── Data under study ──
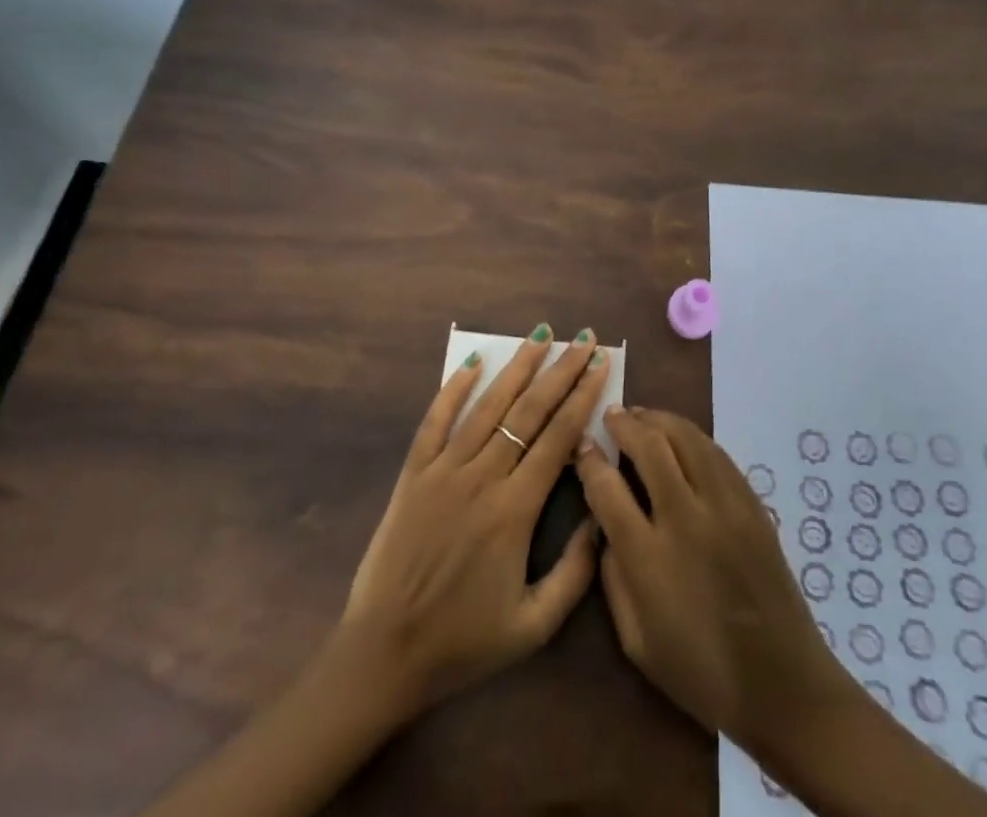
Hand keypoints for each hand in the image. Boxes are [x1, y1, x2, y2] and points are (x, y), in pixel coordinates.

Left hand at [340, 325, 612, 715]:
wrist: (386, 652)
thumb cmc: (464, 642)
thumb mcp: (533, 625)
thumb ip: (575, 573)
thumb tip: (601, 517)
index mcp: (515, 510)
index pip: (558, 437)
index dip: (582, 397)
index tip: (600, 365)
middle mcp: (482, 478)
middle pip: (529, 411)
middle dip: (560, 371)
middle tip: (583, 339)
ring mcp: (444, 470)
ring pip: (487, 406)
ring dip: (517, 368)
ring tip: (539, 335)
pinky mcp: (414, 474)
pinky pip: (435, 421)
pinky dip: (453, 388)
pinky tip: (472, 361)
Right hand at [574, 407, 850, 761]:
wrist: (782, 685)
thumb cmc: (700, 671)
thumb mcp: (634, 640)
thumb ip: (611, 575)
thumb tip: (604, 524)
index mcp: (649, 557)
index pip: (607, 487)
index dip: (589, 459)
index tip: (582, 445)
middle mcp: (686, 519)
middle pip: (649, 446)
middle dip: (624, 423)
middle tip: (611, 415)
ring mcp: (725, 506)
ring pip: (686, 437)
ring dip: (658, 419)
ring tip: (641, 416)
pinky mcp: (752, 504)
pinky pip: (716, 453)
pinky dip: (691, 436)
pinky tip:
───
Should a record include a picture, drop the picture and write out the remainder exactly.

## Solution to the exercise
Hand keypoints for each hand in the image. Boxes are [x1, y1, x2, y2] and points are (x, y), in pixel coordinates.

Left hand at [340, 325, 612, 715]:
wrist: (386, 652)
thumb cmc: (464, 642)
thumb mcp: (533, 625)
thumb ip: (575, 573)
thumb tip: (601, 517)
index mcp: (515, 510)
index pip: (558, 437)
index dip: (582, 397)
index tip: (600, 365)
middle mcp: (482, 478)
middle pip: (529, 411)
middle dip: (560, 371)
middle tip: (583, 339)
ring mcp: (444, 470)
ring pip: (487, 406)
ring dip: (517, 368)
ring tip: (539, 335)
pinky mcp: (414, 474)
pinky pip: (435, 421)
pinky dip: (453, 388)
pinky tip: (472, 361)
Right hand at [574, 407, 850, 761]:
wrist: (782, 685)
thumb cmc: (700, 671)
thumb mcp: (634, 640)
thumb ip: (611, 575)
thumb tip: (604, 524)
index mcp: (649, 557)
index pip: (607, 487)
index dip: (589, 459)
index tip: (582, 445)
middle mcp: (686, 519)
middle pip: (649, 446)
middle dip: (624, 423)
middle tip: (611, 415)
ring mcp: (725, 506)
ring pip: (686, 437)
ring dip: (658, 419)
ring tip: (641, 416)
pinky mcp: (752, 504)
pinky pip: (716, 453)
pinky dip: (691, 436)
pinky tip:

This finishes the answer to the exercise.